An association between NER and oncological outcomes has been reported in various malignancies, including urothelial carcinoma [9,17,18]. However, studies investigating the relationship between NER and irAE development remain limited [11,19]. To date, no such reports exist in the context of ICI therapy for urothelial carcinoma. In this study, we conducted multivariate analyses of various inflammation-related markers, including NLR, PLR, and SII. Of these, only the NER emerged as an independent predictor of grade ≥2 irAEs. Furthermore, NER was also significantly associated with survival outcomes. These findings suggest the potential utility of NER as a comprehensive biomarker for patients with la/mUC receiving ICIs.

Neutrophils have been reported to promote tumor progression through immunosuppressive and pro-inflammatory mechanisms, whereas eosinophils have been shown to mediate antitumor immunity by recruiting cytotoxic T cells and secreting cytokines such as interleukin-5 and granulocyte-macrophage colony-stimulating factor [20,21]. Therefore, a low NER may reflect an immune environment that is not only more prone to irAE development but also potentially indicative of a favorable response to ICIs. These findings suggest that NER may serve as a more comprehensive biomarker than other inflammatory indices, as it simultaneously captures protumor inflammatory activity driven by neutrophils and antitumor immune responses mediated by eosinophils-dual aspects of immune dynamics that may underlie its superior predictive power for both irAE incidence and survival outcomes.

In recent years, the systemic treatment landscape for la/mUC has undergone rapid changes. ICIs have been established as key agents and are now being incorporated into combination regimens and treatment sequences [3,4]. With the advent of combination therapies, adverse events have become more frequent and complex, making the ability to predict irAEs an increasingly important clinical challenge. Although no statistically significant differences were observed owing to the limited sample size, patients with low NER tended to exhibit higher frequencies of interstitial lung disease, hyperglycemia, and grade ≥3 irAEs. This suggests that severe irAEs associated with ICIs may be predicted in advance. The NER is a readily accessible and cost-effective biomarker that can be used in routine clinical practice. In patients with la/mUC, it has the potential to serve as a dual-purpose marker for predicting the risk of irAEs and oncological outcomes. In particular, patients with a low NER may be more likely to benefit from ICIs and require closer monitoring of irAEs. This suggests that NER can contribute to the implementation of personalized treatment strategies in clinical practice.

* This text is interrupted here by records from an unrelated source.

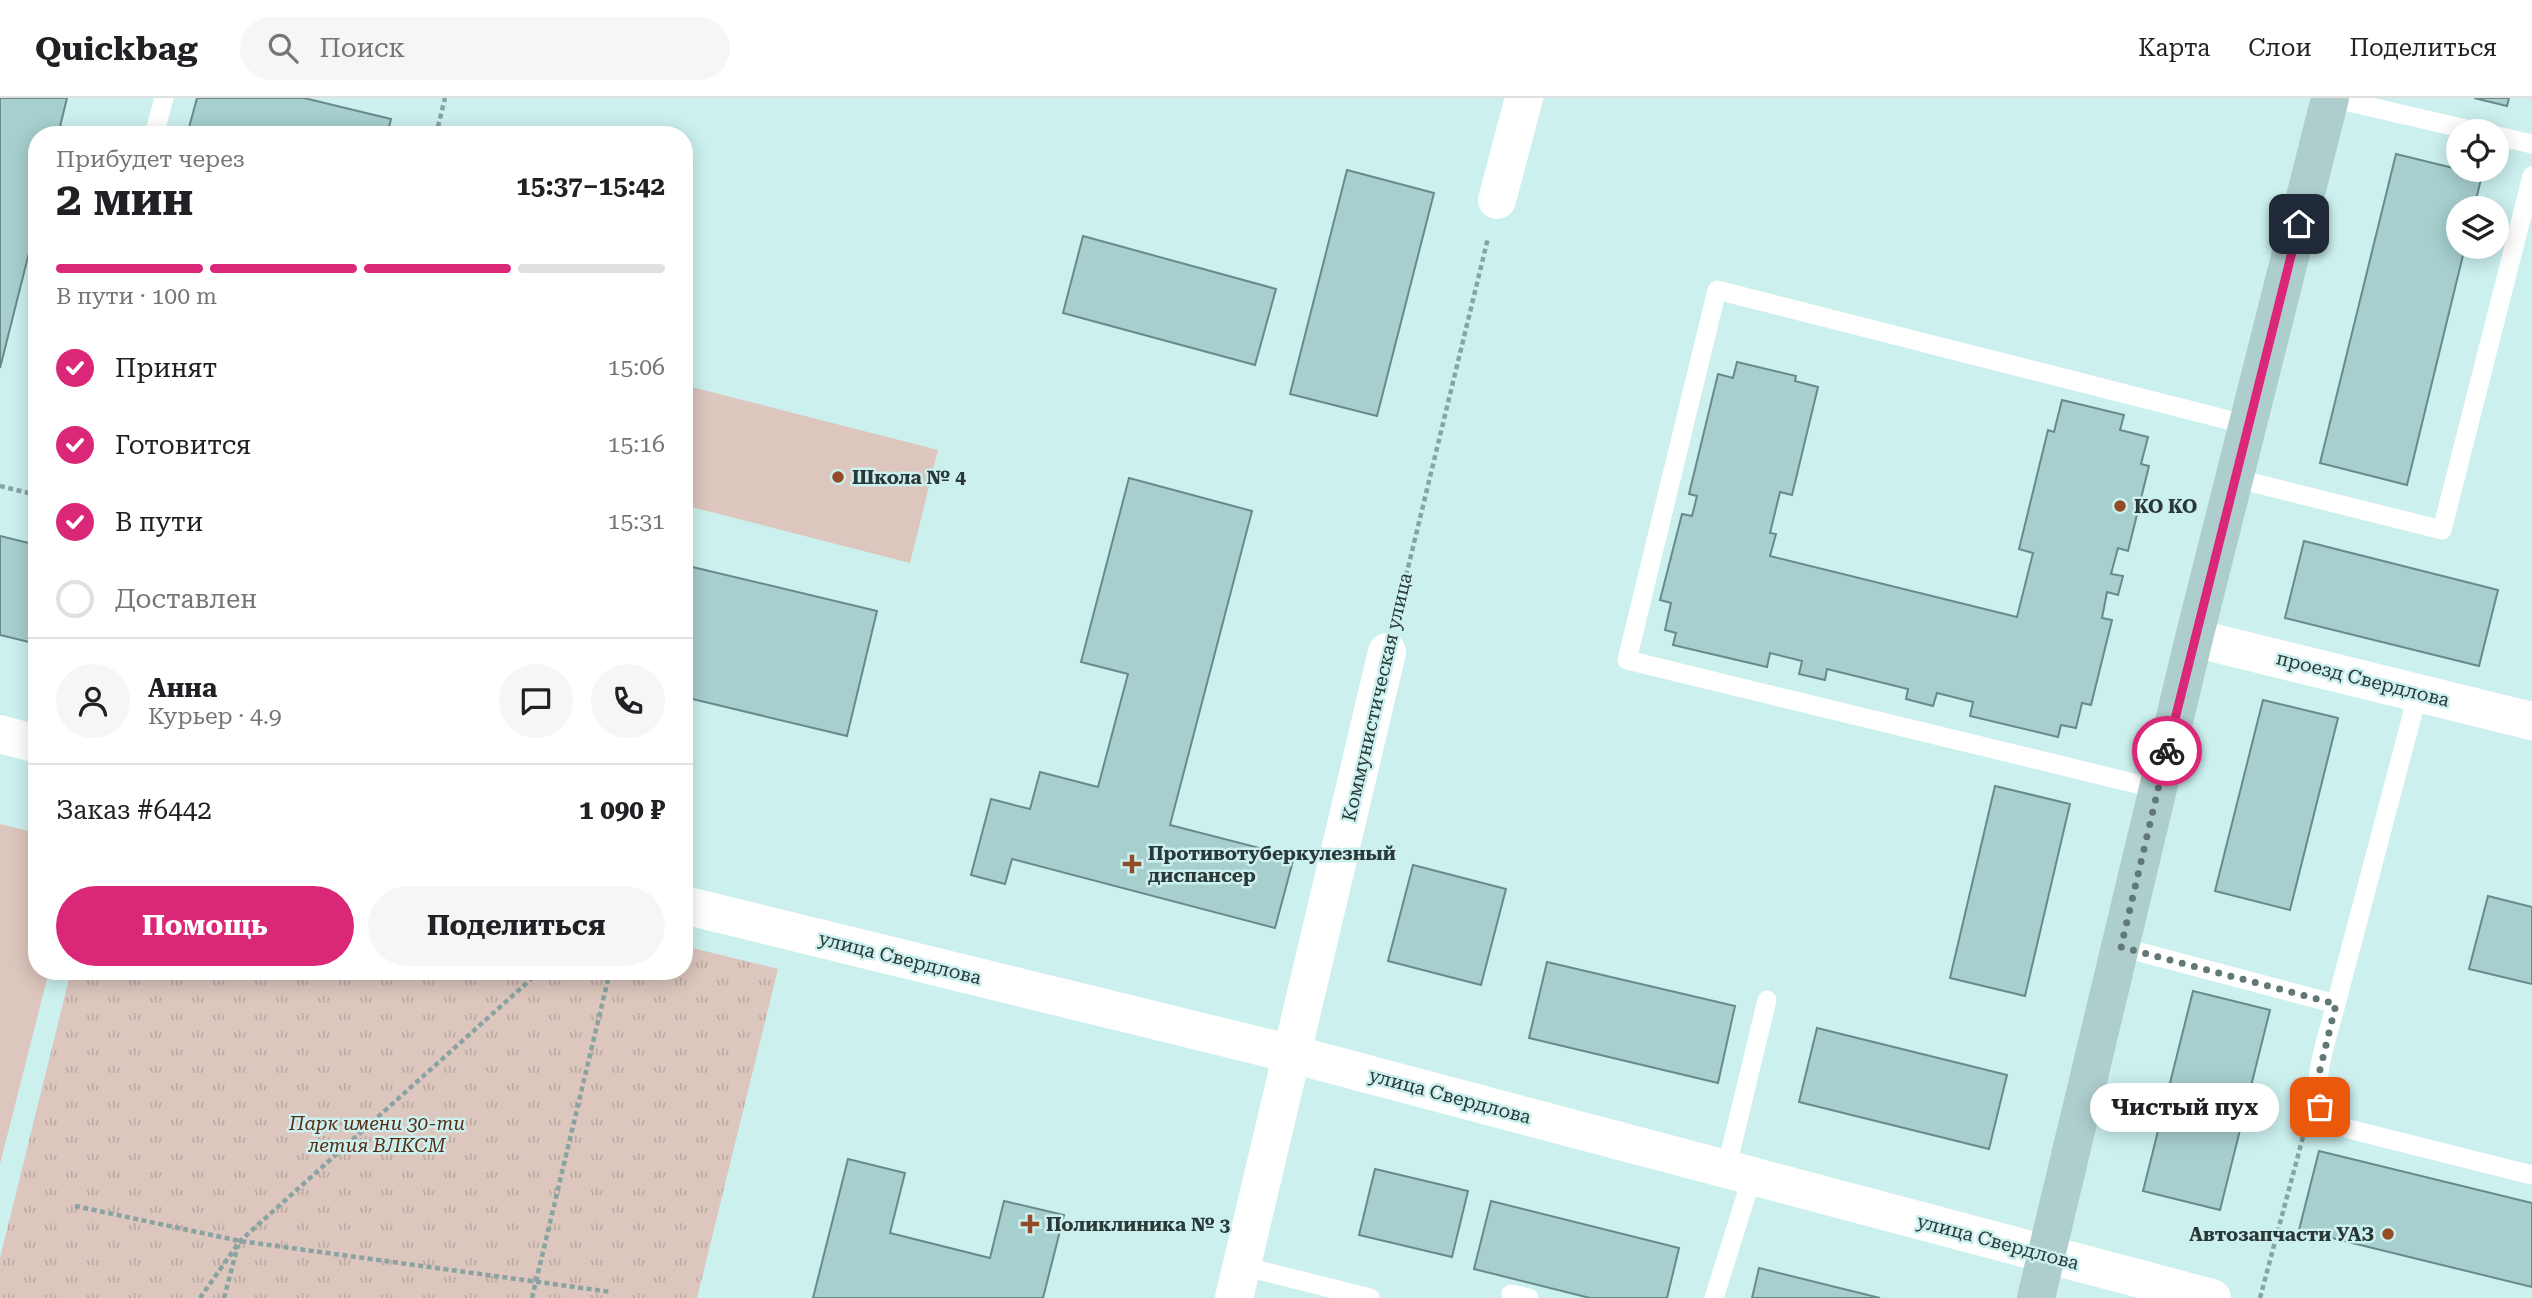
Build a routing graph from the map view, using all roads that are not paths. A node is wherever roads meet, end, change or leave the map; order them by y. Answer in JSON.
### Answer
{"nodes":[{"id":1,"x":164,"y":98,"type":"edge"},
{"id":2,"x":1524,"y":98,"type":"edge"},
{"id":3,"x":2331,"y":98,"type":"edge"},
{"id":4,"x":2446,"y":124,"type":"edge"},
{"id":5,"x":156,"y":126,"type":"edge"},
{"id":6,"x":2509,"y":139,"type":"edge"},
{"id":7,"x":2532,"y":144,"type":"edge"},
{"id":8,"x":2532,"y":176,"type":"edge"},
{"id":9,"x":1497,"y":200,"type":"road end"},
{"id":10,"x":2248,"y":425,"type":"junction"},
{"id":11,"x":2234,"y":478,"type":"junction"},
{"id":12,"x":2194,"y":638,"type":"junction"},
{"id":13,"x":1388,"y":652,"type":"road end"},
{"id":14,"x":2418,"y":693,"type":"junction"},
{"id":15,"x":2532,"y":721,"type":"edge"},
{"id":16,"x":0,"y":734,"type":"edge"},
{"id":17,"x":28,"y":742,"type":"edge"},
{"id":18,"x":2158,"y":789,"type":"junction"},
{"id":19,"x":693,"y":907,"type":"edge"},
{"id":20,"x":2121,"y":947,"type":"junction"},
{"id":21,"x":1767,"y":1000,"type":"dead end"},
{"id":22,"x":2336,"y":1004,"type":"junction"},
{"id":23,"x":1292,"y":1054,"type":"junction"},
{"id":24,"x":1739,"y":1174,"type":"junction"},
{"id":25,"x":2532,"y":1175,"type":"edge"},
{"id":26,"x":2047,"y":1256,"type":"junction"},
{"id":27,"x":1238,"y":1282,"type":"edge"},
{"id":28,"x":1370,"y":1298,"type":"edge"},
{"id":29,"x":1714,"y":1298,"type":"edge"},
{"id":30,"x":2036,"y":1298,"type":"edge"},
{"id":31,"x":2212,"y":1298,"type":"edge"}],
"edges":[{"from":1,"to":5,"type":"lane"},
{"from":2,"to":9,"type":"street"},
{"from":3,"to":4,"type":"lane"},
{"from":3,"to":10,"type":"street"},
{"from":6,"to":7,"type":"lane"},
{"from":8,"to":11,"type":"lane"},
{"from":10,"to":11,"type":"street"},
{"from":10,"to":18,"type":"lane"},
{"from":11,"to":12,"type":"street"},
{"from":12,"to":14,"type":"street","name":"проезд Свердлова"},
{"from":12,"to":18,"type":"street"},
{"from":13,"to":23,"type":"street","name":"Коммунистическая улица"},
{"from":14,"to":15,"type":"street","name":"проезд Свердлова"},
{"from":14,"to":22,"type":"lane"},
{"from":16,"to":17,"type":"street"},
{"from":18,"to":20,"type":"street"},
{"from":19,"to":23,"type":"street","name":"улица Свердлова"},
{"from":20,"to":22,"type":"lane"},
{"from":20,"to":26,"type":"street"},
{"from":21,"to":24,"type":"lane"},
{"from":22,"to":25,"type":"lane"},
{"from":23,"to":24,"type":"street","name":"улица Свердлова"},
{"from":23,"to":27,"type":"street","name":"Коммунистическая улица"},
{"from":24,"to":26,"type":"street","name":"улица Свердлова"},
{"from":24,"to":29,"type":"lane"},
{"from":26,"to":30,"type":"street"},
{"from":26,"to":31,"type":"street","name":"улица Свердлова"},
{"from":27,"to":28,"type":"lane"}]}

This study has several limitations. The retrospective design may introduce the potential for selection bias, and eosinophil counts may have been influenced by factors unrelated to cancer or ICI therapy, such as allergic conditions or corticosteroid use. Additionally, the relatively small number of patients who received avelumab (n=36) as maintenance therapy limits the ability to draw definitive conclusions regarding the applicability of NER across different ICI regimens. Hence, validation in larger-scale prospective studies is required to confirm the predictive accuracy and generalizability of NER in this population.

Conclusions

NER may serve as a biomarker for predicting the development of irAEs and oncological outcomes in patients with la/mUC. Even in the context of combination therapies, where adverse events are often complex, the use of NER as a biomarker may enable more effective monitoring and management of irAEs. However, large-scale prospective studies and validation cohorts are needed to confirm these findings and establish the clinical utility of NER.

Acknowledgments

The authors would like to thank the following contributors for their valuable assistance in data collection and patient management for this multicenter study: Mitsutaka Yamamoto, Satoru Yoshihiro, Yoshiaki Yamamoto, Chietaka Ohmi, Hirotaka Komatsu, Taku Misumi, Jumpei Akao, and Nakanori Fujii. The datasets generated and/or analyzed during the current study are not publicly available due to institutional regulations, but are available from the corresponding author on reasonable request. The data consist of de-identified participant information collected as part of routine clinical care.

Disclosures

Human subjects: Informed consent for treatment and open access publication was obtained or waived by all participants in this study. Research Ethics Committee of Yamaguchi University Hospital issued approval H2023-062.

Animal subjects: All authors have confirmed that this study did not involve animal subjects or tissue.

Conflicts of interest: In compliance with the ICMJE uniform disclosure form, all authors declare the following:

Payment/services info: All authors have declared that no financial support was received from any organization for the submitted work.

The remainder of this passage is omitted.